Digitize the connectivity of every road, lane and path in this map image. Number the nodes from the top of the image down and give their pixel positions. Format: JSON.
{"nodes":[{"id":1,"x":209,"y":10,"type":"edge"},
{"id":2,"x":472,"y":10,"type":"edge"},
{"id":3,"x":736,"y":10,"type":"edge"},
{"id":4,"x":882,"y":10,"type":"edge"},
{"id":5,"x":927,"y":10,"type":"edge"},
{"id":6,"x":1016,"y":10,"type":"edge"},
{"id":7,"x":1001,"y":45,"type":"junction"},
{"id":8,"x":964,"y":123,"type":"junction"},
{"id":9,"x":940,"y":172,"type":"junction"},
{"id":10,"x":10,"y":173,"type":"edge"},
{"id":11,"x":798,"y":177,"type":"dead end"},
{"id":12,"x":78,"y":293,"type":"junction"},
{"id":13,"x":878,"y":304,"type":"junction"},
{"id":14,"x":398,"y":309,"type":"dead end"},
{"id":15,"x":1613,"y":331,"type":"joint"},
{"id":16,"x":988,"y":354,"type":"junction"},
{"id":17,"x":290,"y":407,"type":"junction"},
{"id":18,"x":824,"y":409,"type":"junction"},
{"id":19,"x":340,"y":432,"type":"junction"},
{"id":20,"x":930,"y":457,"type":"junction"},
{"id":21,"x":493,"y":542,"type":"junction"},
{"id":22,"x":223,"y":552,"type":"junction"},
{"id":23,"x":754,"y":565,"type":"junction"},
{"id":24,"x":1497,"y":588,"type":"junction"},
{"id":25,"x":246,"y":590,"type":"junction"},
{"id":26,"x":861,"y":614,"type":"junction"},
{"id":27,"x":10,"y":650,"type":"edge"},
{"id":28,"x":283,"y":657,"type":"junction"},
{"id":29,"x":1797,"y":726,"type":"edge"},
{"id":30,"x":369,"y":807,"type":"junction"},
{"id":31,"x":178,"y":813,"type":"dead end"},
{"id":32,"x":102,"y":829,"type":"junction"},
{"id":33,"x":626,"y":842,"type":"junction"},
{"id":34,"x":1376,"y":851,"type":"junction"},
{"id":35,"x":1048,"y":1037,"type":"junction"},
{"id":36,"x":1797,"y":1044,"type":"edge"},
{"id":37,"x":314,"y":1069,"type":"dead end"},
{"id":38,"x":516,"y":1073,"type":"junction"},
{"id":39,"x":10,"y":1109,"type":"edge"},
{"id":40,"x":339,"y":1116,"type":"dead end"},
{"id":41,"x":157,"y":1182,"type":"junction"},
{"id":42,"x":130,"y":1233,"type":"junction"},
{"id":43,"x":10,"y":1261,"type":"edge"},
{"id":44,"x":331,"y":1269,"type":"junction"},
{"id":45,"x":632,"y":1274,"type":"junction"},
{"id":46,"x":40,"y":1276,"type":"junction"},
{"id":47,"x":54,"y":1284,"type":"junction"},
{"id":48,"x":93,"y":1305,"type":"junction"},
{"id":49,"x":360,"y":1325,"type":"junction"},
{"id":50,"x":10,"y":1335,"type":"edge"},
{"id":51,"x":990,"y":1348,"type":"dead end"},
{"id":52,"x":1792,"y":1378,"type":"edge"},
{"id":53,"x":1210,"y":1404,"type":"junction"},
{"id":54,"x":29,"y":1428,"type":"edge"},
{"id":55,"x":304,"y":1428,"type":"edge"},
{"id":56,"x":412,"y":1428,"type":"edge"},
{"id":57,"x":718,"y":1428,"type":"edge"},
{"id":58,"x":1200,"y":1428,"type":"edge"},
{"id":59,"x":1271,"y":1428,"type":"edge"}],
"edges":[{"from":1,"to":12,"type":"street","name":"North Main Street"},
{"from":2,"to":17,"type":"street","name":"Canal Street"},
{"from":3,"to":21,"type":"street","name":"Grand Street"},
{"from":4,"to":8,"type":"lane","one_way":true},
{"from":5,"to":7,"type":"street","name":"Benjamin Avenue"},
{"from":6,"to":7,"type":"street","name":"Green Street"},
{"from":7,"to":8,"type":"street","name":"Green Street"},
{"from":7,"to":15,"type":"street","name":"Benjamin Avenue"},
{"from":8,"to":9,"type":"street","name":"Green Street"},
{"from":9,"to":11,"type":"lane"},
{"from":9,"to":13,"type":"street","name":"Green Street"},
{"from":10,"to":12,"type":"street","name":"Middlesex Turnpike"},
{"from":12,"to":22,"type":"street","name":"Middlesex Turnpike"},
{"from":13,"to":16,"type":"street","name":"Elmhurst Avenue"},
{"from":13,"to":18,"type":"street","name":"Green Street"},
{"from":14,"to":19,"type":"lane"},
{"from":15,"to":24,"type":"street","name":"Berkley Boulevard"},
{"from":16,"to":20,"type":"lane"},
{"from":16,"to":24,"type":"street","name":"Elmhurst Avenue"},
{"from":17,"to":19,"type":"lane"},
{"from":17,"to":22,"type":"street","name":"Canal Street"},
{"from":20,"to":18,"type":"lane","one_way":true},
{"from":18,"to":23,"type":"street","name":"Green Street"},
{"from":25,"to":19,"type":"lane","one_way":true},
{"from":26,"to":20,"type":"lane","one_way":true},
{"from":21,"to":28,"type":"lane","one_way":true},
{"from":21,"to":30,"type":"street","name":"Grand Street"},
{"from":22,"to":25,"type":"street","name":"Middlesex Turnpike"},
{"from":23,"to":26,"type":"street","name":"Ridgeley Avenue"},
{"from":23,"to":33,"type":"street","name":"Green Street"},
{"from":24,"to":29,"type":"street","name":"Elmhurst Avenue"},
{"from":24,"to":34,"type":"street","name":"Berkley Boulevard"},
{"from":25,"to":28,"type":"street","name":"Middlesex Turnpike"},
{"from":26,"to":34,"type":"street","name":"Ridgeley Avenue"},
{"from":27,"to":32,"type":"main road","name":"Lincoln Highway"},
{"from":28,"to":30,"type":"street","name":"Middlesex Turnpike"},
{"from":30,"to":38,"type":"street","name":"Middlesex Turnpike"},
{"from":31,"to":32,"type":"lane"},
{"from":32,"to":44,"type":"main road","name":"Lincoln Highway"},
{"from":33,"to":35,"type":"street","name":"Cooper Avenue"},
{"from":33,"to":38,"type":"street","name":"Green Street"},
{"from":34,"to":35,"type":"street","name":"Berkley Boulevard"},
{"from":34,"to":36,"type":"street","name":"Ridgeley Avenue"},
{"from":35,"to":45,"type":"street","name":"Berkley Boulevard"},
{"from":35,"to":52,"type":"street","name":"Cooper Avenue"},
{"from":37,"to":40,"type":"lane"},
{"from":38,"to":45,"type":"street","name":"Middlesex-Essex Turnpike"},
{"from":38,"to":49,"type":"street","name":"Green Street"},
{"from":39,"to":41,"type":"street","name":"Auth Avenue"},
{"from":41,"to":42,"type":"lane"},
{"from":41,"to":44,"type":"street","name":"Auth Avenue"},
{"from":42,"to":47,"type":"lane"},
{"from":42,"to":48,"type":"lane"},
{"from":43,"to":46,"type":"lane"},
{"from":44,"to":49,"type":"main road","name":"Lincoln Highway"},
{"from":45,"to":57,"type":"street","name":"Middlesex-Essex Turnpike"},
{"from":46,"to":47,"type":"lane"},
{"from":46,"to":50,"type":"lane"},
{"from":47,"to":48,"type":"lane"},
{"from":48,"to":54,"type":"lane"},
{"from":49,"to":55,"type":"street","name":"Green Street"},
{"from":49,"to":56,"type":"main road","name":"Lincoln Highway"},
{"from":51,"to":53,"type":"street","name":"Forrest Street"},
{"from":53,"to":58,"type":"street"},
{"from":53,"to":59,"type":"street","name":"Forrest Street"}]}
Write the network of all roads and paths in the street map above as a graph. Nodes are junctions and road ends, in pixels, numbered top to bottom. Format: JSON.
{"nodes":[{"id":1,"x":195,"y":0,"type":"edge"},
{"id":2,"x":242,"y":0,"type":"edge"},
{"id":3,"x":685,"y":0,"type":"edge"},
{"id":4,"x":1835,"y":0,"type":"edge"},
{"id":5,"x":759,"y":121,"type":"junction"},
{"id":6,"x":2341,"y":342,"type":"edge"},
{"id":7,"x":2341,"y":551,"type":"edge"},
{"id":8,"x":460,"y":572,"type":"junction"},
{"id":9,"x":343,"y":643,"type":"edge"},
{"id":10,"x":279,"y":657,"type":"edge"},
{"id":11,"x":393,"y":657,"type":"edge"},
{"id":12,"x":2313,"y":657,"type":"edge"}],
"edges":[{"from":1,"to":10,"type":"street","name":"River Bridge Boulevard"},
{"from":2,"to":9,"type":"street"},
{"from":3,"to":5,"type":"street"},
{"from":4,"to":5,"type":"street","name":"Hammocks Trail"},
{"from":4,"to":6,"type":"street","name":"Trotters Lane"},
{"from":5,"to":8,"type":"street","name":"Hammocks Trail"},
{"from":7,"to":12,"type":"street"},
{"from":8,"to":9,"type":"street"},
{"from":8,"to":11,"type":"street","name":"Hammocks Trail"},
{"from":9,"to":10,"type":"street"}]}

===

Which lines above contain "Canal"? Show each of them.

{"from":2,"to":17,"type":"street","name":"Canal Street"},
{"from":17,"to":22,"type":"street","name":"Canal Street"},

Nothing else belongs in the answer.